In the first project, metal oxide clusters are impregnated in a silica support and tested as catalysts for the thermochemical splitting of water at temperatures below 1000ºC. These supported catalysts are able to do either the oxidation or reduction half cycle, but not both. Thermodynamic analyses reveal that for most common metal / metal oxide pairs, a thermochemical water splitting cycle can not occur in two steps below 1000ºC. Thus, a multi-step thermochemical cycle is developed using Mn₃O₄ and Na₂CO₃. This new cycle can be closed at temperatures that do not exceed 850ºC. Additionally, three metal spinels (Mn, Fe and Co based) are investigated with three alkali metal carbonates (Li, Na and K) for both thermochemical water splitting and thermochemical CO₂ reduction. The manganese, sodium system is found to be the optimal combination for water splitting.

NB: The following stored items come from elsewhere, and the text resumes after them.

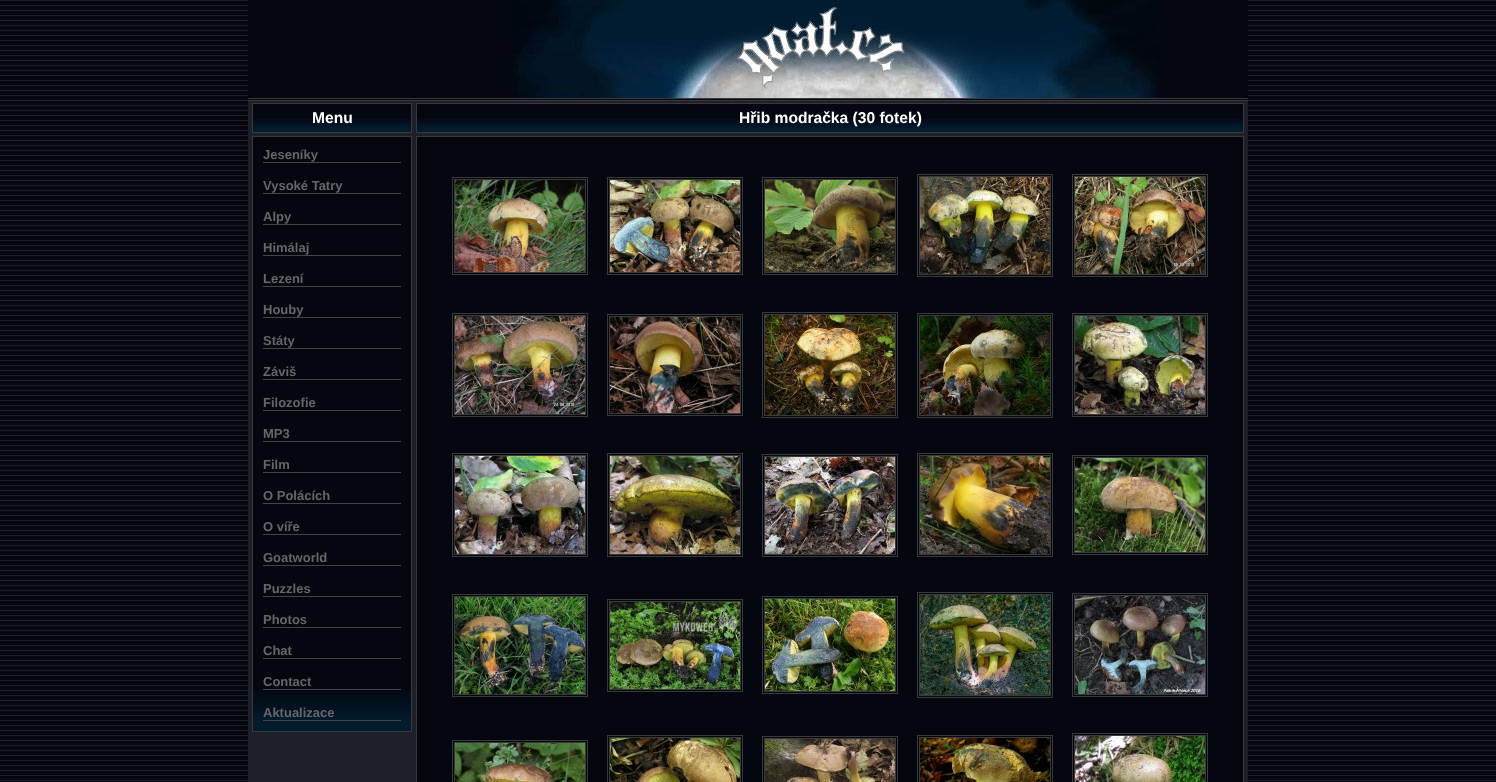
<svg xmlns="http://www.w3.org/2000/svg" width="1496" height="782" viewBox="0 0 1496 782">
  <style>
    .t1 { font: bold 15.6px Liberation Sans; fill: #fff; }
    .t2 { font: bold 13px Liberation Sans; fill: #666; }
  </style>
  <rect width="100%" height="100%" fill="#fff"/>
  <image x="0" y="0" width="1496" height="782" href="images/1.png"/>
  <rect x="248" y="101" width="1000" height="681" fill="#1d2029"/>
  <rect x="248" y="0" width="1000" height="96" fill="#040710"/>
  <rect x="248" y="98" width="1000" height="1" fill="#393939"/>
  <rect x="248" y="100" width="1000" height="1" fill="#393939"/>
  <image x="511" y="0" width="649" height="98" href="images/2.png"/>
  <rect x="253" y="104" width="158" height="15" fill="#040710"/>
  <image x="253" y="119" width="158" height="13" href="images/3.png"/>
  <rect x="252.5" y="103.5" width="159" height="29" fill="none" stroke="#393939"/>
  <text x="312" y="123" class="t1">Menu</text>
  <rect x="253" y="137" width="158" height="554" fill="#040710"/>
  <image x="253" y="691" width="158" height="40" href="images/4.png"/>
  <rect x="252.5" y="136.5" width="159" height="595" fill="none" stroke="#393939"/>
  <rect x="263" y="162" width="138" height="1" fill="#444"/>
  <text x="263" y="159" class="t2">Jeseníky</text>
  <rect x="263" y="193" width="138" height="1" fill="#444"/>
  <text x="263" y="190" class="t2">Vysoké Tatry</text>
  <rect x="263" y="224" width="138" height="1" fill="#444"/>
  <text x="263" y="221" class="t2">Alpy</text>
  <rect x="263" y="255" width="138" height="1" fill="#444"/>
  <text x="263" y="252" class="t2">Himálaj</text>
  <rect x="263" y="286" width="138" height="1" fill="#444"/>
  <text x="263" y="283" class="t2">Lezení</text>
  <rect x="263" y="317" width="138" height="1" fill="#444"/>
  <text x="263" y="314" class="t2">Houby</text>
  <rect x="263" y="348" width="138" height="1" fill="#444"/>
  <text x="263" y="345" class="t2">Státy</text>
  <rect x="263" y="379" width="138" height="1" fill="#444"/>
  <text x="263" y="376" class="t2">Záviš</text>
  <rect x="263" y="410" width="138" height="1" fill="#444"/>
  <text x="263" y="407" class="t2">Filozofie</text>
  <rect x="263" y="441" width="138" height="1" fill="#444"/>
  <text x="263" y="438" class="t2">MP3</text>
  <rect x="263" y="472" width="138" height="1" fill="#444"/>
  <text x="263" y="469" class="t2">Film</text>
  <rect x="263" y="503" width="138" height="1" fill="#444"/>
  <text x="263" y="500" class="t2">O Polácích</text>
  <rect x="263" y="534" width="138" height="1" fill="#444"/>
  <text x="263" y="531" class="t2">O víře</text>
  <rect x="263" y="565" width="138" height="1" fill="#444"/>
  <text x="263" y="562" class="t2">Goatworld</text>
  <rect x="263" y="596" width="138" height="1" fill="#444"/>
  <text x="263" y="593" class="t2">Puzzles</text>
  <rect x="263" y="627" width="138" height="1" fill="#444"/>
  <text x="263" y="624" class="t2">Photos</text>
  <rect x="263" y="658" width="138" height="1" fill="#444"/>
  <text x="263" y="655" class="t2">Chat</text>
  <rect x="263" y="689" width="138" height="1" fill="#444"/>
  <text x="263" y="686" class="t2">Contact</text>
  <rect x="263" y="720" width="138" height="1" fill="#444"/>
  <text x="263" y="717" class="t2">Aktualizace</text>
  <rect x="417" y="104" width="826" height="15" fill="#040710"/>
  <image x="417" y="119" width="826" height="13" href="images/5.png"/>
  <rect x="416.5" y="103.5" width="827" height="29" fill="none" stroke="#393939"/>
  <text x="739" y="123" class="t1">Hřib modračka (30 fotek)</text>
  <rect x="416.5" y="136.5" width="827" height="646" fill="#040710" stroke="#393939"/>
  <rect x="452.5" y="177.5" width="135" height="97" fill="none" stroke="#393939"/>
  <rect x="454.5" y="179.5" width="131" height="93" fill="none" stroke="#393939"/>
  <image x="455" y="180" width="130" height="92" href="images/6.png"/>
  <rect x="607.5" y="177.5" width="135" height="97" fill="none" stroke="#393939"/>
  <rect x="609.5" y="179.5" width="131" height="93" fill="none" stroke="#393939"/>
  <image x="610" y="180" width="130" height="92" href="images/7.png"/>
  <rect x="762.5" y="177.5" width="135" height="97" fill="none" stroke="#393939"/>
  <rect x="764.5" y="179.5" width="131" height="93" fill="none" stroke="#393939"/>
  <image x="765" y="180" width="130" height="92" href="images/8.png"/>
  <rect x="917.5" y="174.5" width="135" height="102" fill="none" stroke="#393939"/>
  <rect x="919.5" y="176.5" width="131" height="98" fill="none" stroke="#393939"/>
  <image x="920" y="177" width="130" height="97" href="images/9.png"/>
  <rect x="1072.5" y="174.5" width="135" height="102" fill="none" stroke="#393939"/>
  <rect x="1074.5" y="176.5" width="131" height="98" fill="none" stroke="#393939"/>
  <image x="1075" y="177" width="130" height="97" href="images/10.png"/>
  <rect x="452.5" y="313.5" width="135" height="103" fill="none" stroke="#393939"/>
  <rect x="454.5" y="315.5" width="131" height="99" fill="none" stroke="#393939"/>
  <image x="455" y="316" width="130" height="98" href="images/11.png"/>
  <rect x="607.5" y="314.5" width="135" height="101" fill="none" stroke="#393939"/>
  <rect x="609.5" y="316.5" width="131" height="97" fill="none" stroke="#393939"/>
  <image x="610" y="317" width="130" height="96" href="images/12.png"/>
  <rect x="762.5" y="312.5" width="135" height="105" fill="none" stroke="#393939"/>
  <rect x="764.5" y="314.5" width="131" height="101" fill="none" stroke="#393939"/>
  <image x="765" y="315" width="130" height="100" href="images/13.png"/>
  <rect x="917.5" y="313.5" width="135" height="104" fill="none" stroke="#393939"/>
  <rect x="919.5" y="315.5" width="131" height="100" fill="none" stroke="#393939"/>
  <image x="920" y="316" width="130" height="99" href="images/14.png"/>
  <rect x="1072.5" y="313.5" width="135" height="103" fill="none" stroke="#393939"/>
  <rect x="1074.5" y="315.5" width="131" height="99" fill="none" stroke="#393939"/>
  <image x="1075" y="316" width="130" height="98" href="images/15.png"/>
  <rect x="452.5" y="453.5" width="135" height="103" fill="none" stroke="#393939"/>
  <rect x="454.5" y="455.5" width="131" height="99" fill="none" stroke="#393939"/>
  <image x="455" y="456" width="130" height="98" href="images/16.png"/>
  <rect x="607.5" y="453.5" width="135" height="103" fill="none" stroke="#393939"/>
  <rect x="609.5" y="455.5" width="131" height="99" fill="none" stroke="#393939"/>
  <image x="610" y="456" width="130" height="98" href="images/17.png"/>
  <rect x="762.5" y="454.5" width="135" height="102" fill="none" stroke="#393939"/>
  <rect x="764.5" y="456.5" width="131" height="98" fill="none" stroke="#393939"/>
  <image x="765" y="457" width="130" height="97" href="images/18.png"/>
  <rect x="917.5" y="453.5" width="135" height="103" fill="none" stroke="#393939"/>
  <rect x="919.5" y="455.5" width="131" height="99" fill="none" stroke="#393939"/>
  <image x="920" y="456" width="130" height="98" href="images/19.png"/>
  <rect x="1072.5" y="455.5" width="135" height="99" fill="none" stroke="#393939"/>
  <rect x="1074.5" y="457.5" width="131" height="95" fill="none" stroke="#393939"/>
  <image x="1075" y="458" width="130" height="94" href="images/20.png"/>
  <rect x="452.5" y="594.5" width="135" height="102" fill="none" stroke="#393939"/>
  <rect x="454.5" y="596.5" width="131" height="98" fill="none" stroke="#393939"/>
  <image x="455" y="597" width="130" height="97" href="images/21.png"/>
  <rect x="607.5" y="599.5" width="135" height="92" fill="none" stroke="#393939"/>
  <rect x="609.5" y="601.5" width="131" height="88" fill="none" stroke="#393939"/>
  <image x="610" y="602" width="130" height="87" href="images/22.png"/>
  <rect x="762.5" y="596.5" width="135" height="97" fill="none" stroke="#393939"/>
  <rect x="764.5" y="598.5" width="131" height="93" fill="none" stroke="#393939"/>
  <image x="765" y="599" width="130" height="92" href="images/23.png"/>
  <rect x="917.5" y="592.5" width="135" height="105" fill="none" stroke="#393939"/>
  <rect x="919.5" y="594.5" width="131" height="101" fill="none" stroke="#393939"/>
  <image x="920" y="595" width="130" height="100" href="images/24.png"/>
  <rect x="1072.5" y="593.5" width="135" height="103" fill="none" stroke="#393939"/>
  <rect x="1074.5" y="595.5" width="131" height="99" fill="none" stroke="#393939"/>
  <image x="1075" y="596" width="130" height="98" href="images/25.png"/>
  <rect x="452.5" y="740.5" width="135" height="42" fill="none" stroke="#393939"/>
  <rect x="454.5" y="742.5" width="131" height="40" fill="none" stroke="#393939"/>
  <image x="455" y="743" width="130" height="39" href="images/26.png"/>
  <rect x="607.5" y="735.5" width="135" height="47" fill="none" stroke="#393939"/>
  <rect x="609.5" y="737.5" width="131" height="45" fill="none" stroke="#393939"/>
  <image x="610" y="738" width="130" height="44" href="images/27.png"/>
  <rect x="762.5" y="736.5" width="135" height="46" fill="none" stroke="#393939"/>
  <rect x="764.5" y="738.5" width="131" height="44" fill="none" stroke="#393939"/>
  <image x="765" y="739" width="130" height="43" href="images/28.png"/>
  <rect x="917.5" y="735.5" width="135" height="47" fill="none" stroke="#393939"/>
  <rect x="919.5" y="737.5" width="131" height="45" fill="none" stroke="#393939"/>
  <image x="920" y="738" width="130" height="44" href="images/29.png"/>
  <rect x="1072.5" y="733.5" width="135" height="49" fill="none" stroke="#393939"/>
  <rect x="1074.5" y="735.5" width="131" height="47" fill="none" stroke="#393939"/>
  <image x="1075" y="736" width="130" height="46" href="images/30.png"/>
</svg>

The second project explores the effects that zeolite structure has on the product selectivity in the methanol-to-olefins (MTO) reaction. After first ensuring that literature results on the more common MTO catalysts could be reproduced, the effects of several zeolite structure features on product selectivity are elucidated. Structural features such as channel width and channel eccentricity, cage size (tested on the LEV, CHA and AFX frameworks) and framework composition (tested on the LEV, AEI, CHA and AFX frameworks) are explored. It is found that the product selectivity does not have a strong correlation with channel width and eccentricity. Ethylene selectivity did increase with a reduction in cage size, while propylene selectivity is a maximum with the CHA cage. The most consistent theme noted is that between the aluminosilicates (zeolites) and the silicoaluminophosphates (SAPOs), the effect of temperature on the C₃₌/C₂₌ is the same (if the aluminosilicate shows an increase in C₃₌/C₂₌ with an increase in temperature, so does the silicoaluminophosphate, etc.).